Start of RECORDS SHOWN

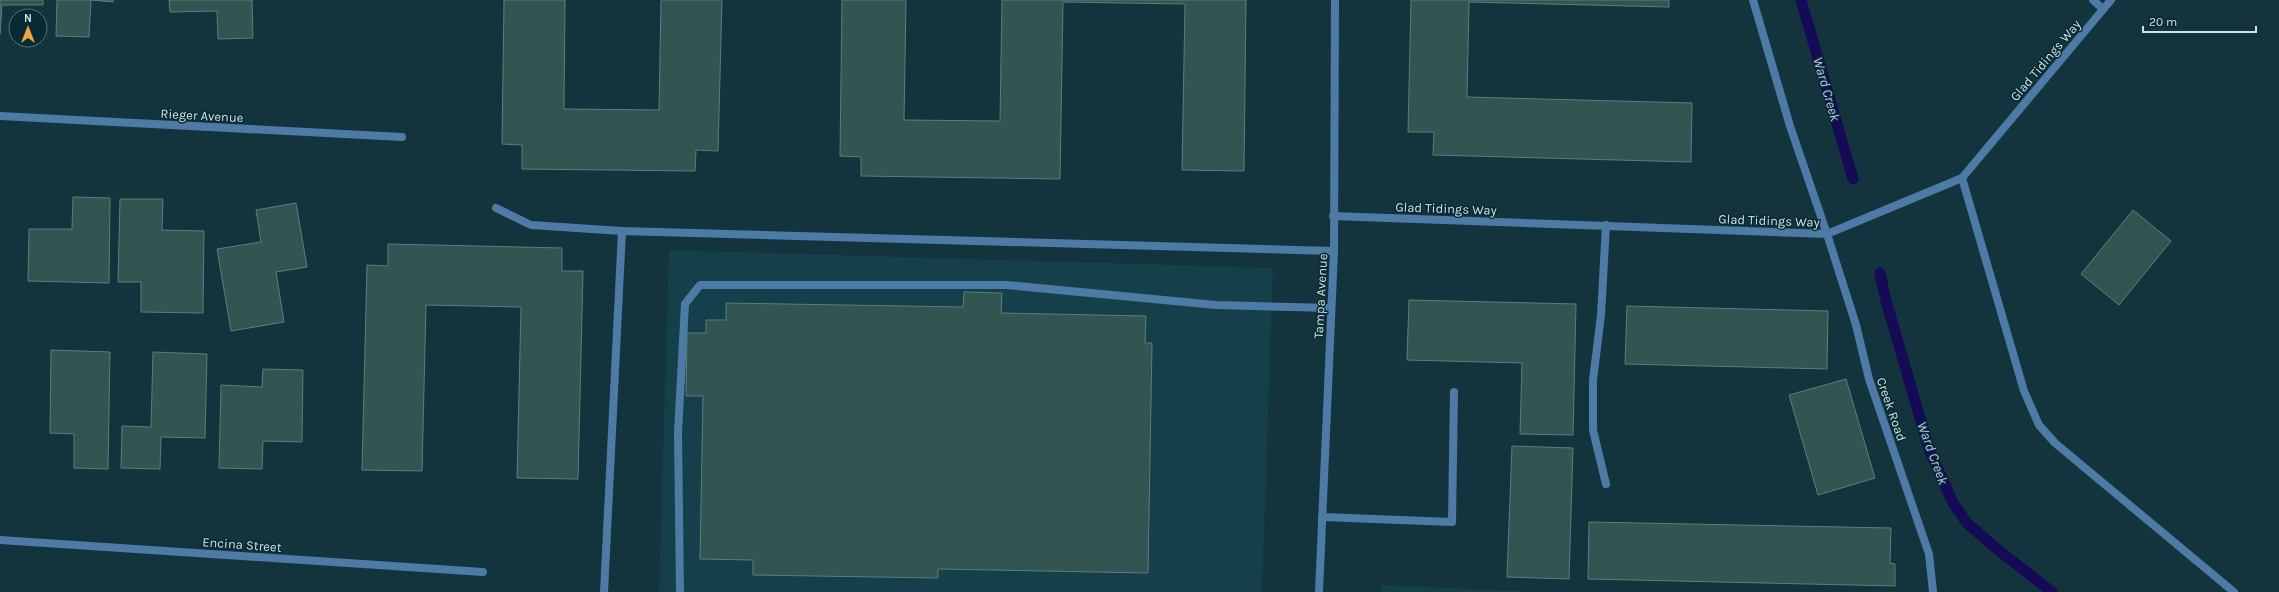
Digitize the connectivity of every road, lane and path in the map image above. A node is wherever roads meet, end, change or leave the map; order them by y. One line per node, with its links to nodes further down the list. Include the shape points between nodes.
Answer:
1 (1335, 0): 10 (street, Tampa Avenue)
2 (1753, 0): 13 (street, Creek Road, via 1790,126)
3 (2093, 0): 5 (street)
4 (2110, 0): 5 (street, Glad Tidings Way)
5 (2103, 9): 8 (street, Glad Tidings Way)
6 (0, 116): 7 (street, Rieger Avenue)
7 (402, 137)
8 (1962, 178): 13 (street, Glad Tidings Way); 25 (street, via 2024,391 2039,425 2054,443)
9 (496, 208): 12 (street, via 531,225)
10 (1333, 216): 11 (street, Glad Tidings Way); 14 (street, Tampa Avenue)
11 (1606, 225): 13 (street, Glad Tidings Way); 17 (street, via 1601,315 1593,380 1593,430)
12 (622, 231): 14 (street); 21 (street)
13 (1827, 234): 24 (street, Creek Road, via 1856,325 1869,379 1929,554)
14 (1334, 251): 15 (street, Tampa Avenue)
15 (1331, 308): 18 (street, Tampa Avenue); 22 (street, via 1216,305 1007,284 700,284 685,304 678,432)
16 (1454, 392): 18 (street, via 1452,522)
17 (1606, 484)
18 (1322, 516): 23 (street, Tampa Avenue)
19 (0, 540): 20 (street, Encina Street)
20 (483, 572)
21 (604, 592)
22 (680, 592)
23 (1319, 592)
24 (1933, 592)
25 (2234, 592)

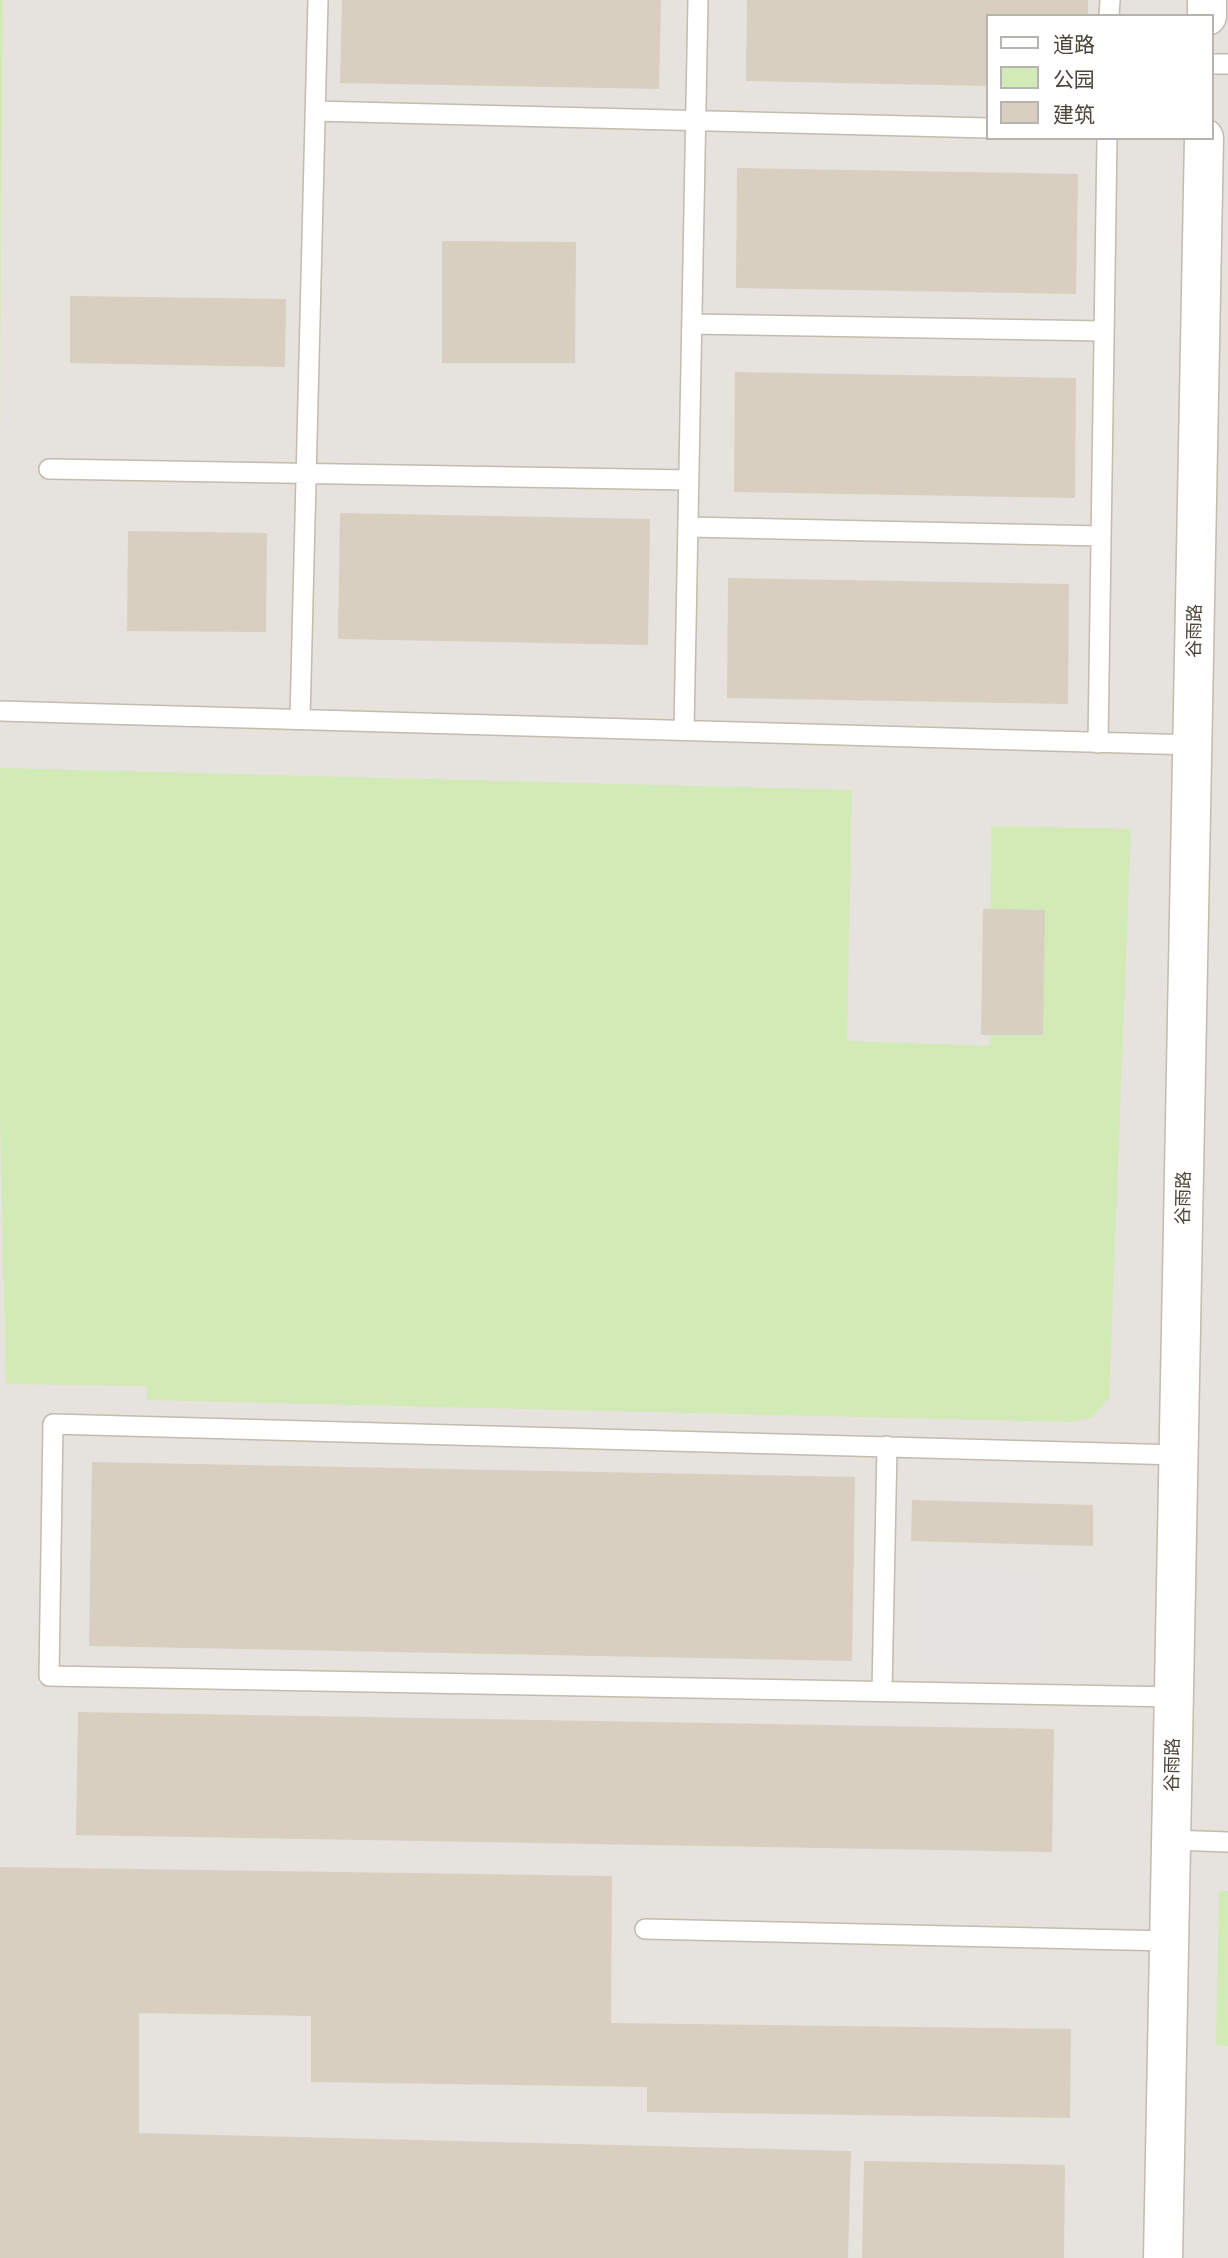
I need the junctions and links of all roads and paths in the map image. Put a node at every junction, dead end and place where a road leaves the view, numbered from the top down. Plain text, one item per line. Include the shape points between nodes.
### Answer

End of RECORDS SHOWN

Return all records verbatim and drop the pictures.

Digitize the connectivity of every road, lane and path in the map image above. A node is wherever roads meet, end, change or leave the map; order them by y. One line per node, with its links to nodes further down the list. Include the shape points between nodes.
Answer:
1 (1335, 0): 10 (street, Tampa Avenue)
2 (1753, 0): 13 (street, Creek Road, via 1790,126)
3 (2093, 0): 5 (street)
4 (2110, 0): 5 (street, Glad Tidings Way)
5 (2103, 9): 8 (street, Glad Tidings Way)
6 (0, 116): 7 (street, Rieger Avenue)
7 (402, 137)
8 (1962, 178): 13 (street, Glad Tidings Way); 25 (street, via 2024,391 2039,425 2054,443)
9 (496, 208): 12 (street, via 531,225)
10 (1333, 216): 11 (street, Glad Tidings Way); 14 (street, Tampa Avenue)
11 (1606, 225): 13 (street, Glad Tidings Way); 17 (street, via 1601,315 1593,380 1593,430)
12 (622, 231): 14 (street); 21 (street)
13 (1827, 234): 24 (street, Creek Road, via 1856,325 1869,379 1929,554)
14 (1334, 251): 15 (street, Tampa Avenue)
15 (1331, 308): 18 (street, Tampa Avenue); 22 (street, via 1216,305 1007,284 700,284 685,304 678,432)
16 (1454, 392): 18 (street, via 1452,522)
17 (1606, 484)
18 (1322, 516): 23 (street, Tampa Avenue)
19 (0, 540): 20 (street, Encina Street)
20 (483, 572)
21 (604, 592)
22 (680, 592)
23 (1319, 592)
24 (1933, 592)
25 (2234, 592)

I need the junctions and links of all roads and paths in the map image. Put a node at every junction, dead end and place where a road leaves the view, numbered from the top down. Plain text, one item per line. Include the shape points between nodes.
### Answer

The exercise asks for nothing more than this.